Within the listing, each line that has the string "Italia" should be copied.

**Information supplied:**
BEGIN

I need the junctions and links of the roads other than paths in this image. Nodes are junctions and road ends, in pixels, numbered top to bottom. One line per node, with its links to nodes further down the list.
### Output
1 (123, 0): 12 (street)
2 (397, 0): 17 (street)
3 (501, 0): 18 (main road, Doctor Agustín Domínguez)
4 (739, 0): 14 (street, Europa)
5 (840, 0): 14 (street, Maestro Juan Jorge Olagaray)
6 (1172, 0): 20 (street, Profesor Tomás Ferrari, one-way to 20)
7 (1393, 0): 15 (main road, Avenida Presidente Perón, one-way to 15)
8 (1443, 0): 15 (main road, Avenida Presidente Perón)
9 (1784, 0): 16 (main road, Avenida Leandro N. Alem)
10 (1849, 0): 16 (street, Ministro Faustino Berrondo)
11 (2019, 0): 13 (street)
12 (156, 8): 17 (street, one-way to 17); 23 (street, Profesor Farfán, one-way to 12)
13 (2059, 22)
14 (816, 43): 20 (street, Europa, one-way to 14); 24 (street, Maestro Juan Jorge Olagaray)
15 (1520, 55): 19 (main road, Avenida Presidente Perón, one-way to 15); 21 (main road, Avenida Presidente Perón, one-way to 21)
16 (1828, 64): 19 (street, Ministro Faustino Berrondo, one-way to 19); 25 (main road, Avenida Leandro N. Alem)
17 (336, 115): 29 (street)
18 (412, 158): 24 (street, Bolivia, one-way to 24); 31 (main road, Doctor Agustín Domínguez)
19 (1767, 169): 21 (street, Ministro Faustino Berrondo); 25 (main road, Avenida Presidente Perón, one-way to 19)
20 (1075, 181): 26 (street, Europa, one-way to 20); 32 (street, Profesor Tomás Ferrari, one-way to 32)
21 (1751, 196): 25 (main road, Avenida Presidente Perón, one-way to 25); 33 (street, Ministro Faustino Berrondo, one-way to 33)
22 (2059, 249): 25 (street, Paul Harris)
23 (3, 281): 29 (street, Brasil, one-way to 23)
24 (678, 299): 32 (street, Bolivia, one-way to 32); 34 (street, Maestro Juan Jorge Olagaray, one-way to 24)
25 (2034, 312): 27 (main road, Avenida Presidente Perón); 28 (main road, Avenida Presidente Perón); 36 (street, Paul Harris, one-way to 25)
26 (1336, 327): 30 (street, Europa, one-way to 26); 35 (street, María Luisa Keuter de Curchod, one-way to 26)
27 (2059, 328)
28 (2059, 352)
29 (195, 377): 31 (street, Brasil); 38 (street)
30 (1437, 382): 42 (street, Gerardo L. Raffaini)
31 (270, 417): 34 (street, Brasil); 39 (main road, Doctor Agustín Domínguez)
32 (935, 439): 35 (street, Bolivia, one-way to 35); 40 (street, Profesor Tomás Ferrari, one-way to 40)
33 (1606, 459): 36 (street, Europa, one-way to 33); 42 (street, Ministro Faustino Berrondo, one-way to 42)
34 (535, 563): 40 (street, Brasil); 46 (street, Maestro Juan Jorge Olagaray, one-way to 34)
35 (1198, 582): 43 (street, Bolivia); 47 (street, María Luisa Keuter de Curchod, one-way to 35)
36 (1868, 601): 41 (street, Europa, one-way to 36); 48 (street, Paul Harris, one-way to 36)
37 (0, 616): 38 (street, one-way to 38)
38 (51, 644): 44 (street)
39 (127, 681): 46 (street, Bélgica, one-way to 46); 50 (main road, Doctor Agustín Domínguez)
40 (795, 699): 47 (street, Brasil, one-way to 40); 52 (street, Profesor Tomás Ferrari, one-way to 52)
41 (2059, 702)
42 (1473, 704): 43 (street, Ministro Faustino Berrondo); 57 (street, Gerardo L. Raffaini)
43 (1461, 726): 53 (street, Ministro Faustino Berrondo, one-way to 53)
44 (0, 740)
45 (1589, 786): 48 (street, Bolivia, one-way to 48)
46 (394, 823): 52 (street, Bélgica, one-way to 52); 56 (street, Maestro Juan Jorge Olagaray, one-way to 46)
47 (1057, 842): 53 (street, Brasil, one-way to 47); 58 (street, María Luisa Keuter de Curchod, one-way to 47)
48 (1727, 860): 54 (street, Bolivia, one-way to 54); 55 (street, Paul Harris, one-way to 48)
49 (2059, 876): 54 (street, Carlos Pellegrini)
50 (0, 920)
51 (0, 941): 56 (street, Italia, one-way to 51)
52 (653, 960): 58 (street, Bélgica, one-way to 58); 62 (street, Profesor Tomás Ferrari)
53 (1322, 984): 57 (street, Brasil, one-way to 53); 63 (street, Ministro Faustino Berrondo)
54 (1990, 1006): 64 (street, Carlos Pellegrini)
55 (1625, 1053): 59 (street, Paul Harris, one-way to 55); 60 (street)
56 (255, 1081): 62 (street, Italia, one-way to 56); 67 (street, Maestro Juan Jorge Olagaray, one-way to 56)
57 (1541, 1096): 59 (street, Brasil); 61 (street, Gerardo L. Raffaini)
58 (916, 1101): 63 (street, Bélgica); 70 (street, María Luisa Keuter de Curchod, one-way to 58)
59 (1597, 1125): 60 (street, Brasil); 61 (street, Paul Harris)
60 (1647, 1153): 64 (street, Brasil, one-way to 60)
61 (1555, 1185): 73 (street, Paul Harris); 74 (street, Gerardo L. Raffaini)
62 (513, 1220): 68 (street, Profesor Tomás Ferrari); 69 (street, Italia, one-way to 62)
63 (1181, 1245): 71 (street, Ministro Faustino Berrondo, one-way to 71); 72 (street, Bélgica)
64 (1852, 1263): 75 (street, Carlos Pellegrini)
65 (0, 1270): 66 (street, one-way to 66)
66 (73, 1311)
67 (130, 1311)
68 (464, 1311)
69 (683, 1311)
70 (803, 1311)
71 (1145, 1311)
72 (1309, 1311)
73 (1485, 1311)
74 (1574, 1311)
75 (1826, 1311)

END

**Answer section:**
51 (0, 941): 56 (street, Italia, one-way to 51)
56 (255, 1081): 62 (street, Italia, one-way to 56); 67 (street, Maestro Juan Jorge Olagaray, one-way to 56)
62 (513, 1220): 68 (street, Profesor Tomás Ferrari); 69 (street, Italia, one-way to 62)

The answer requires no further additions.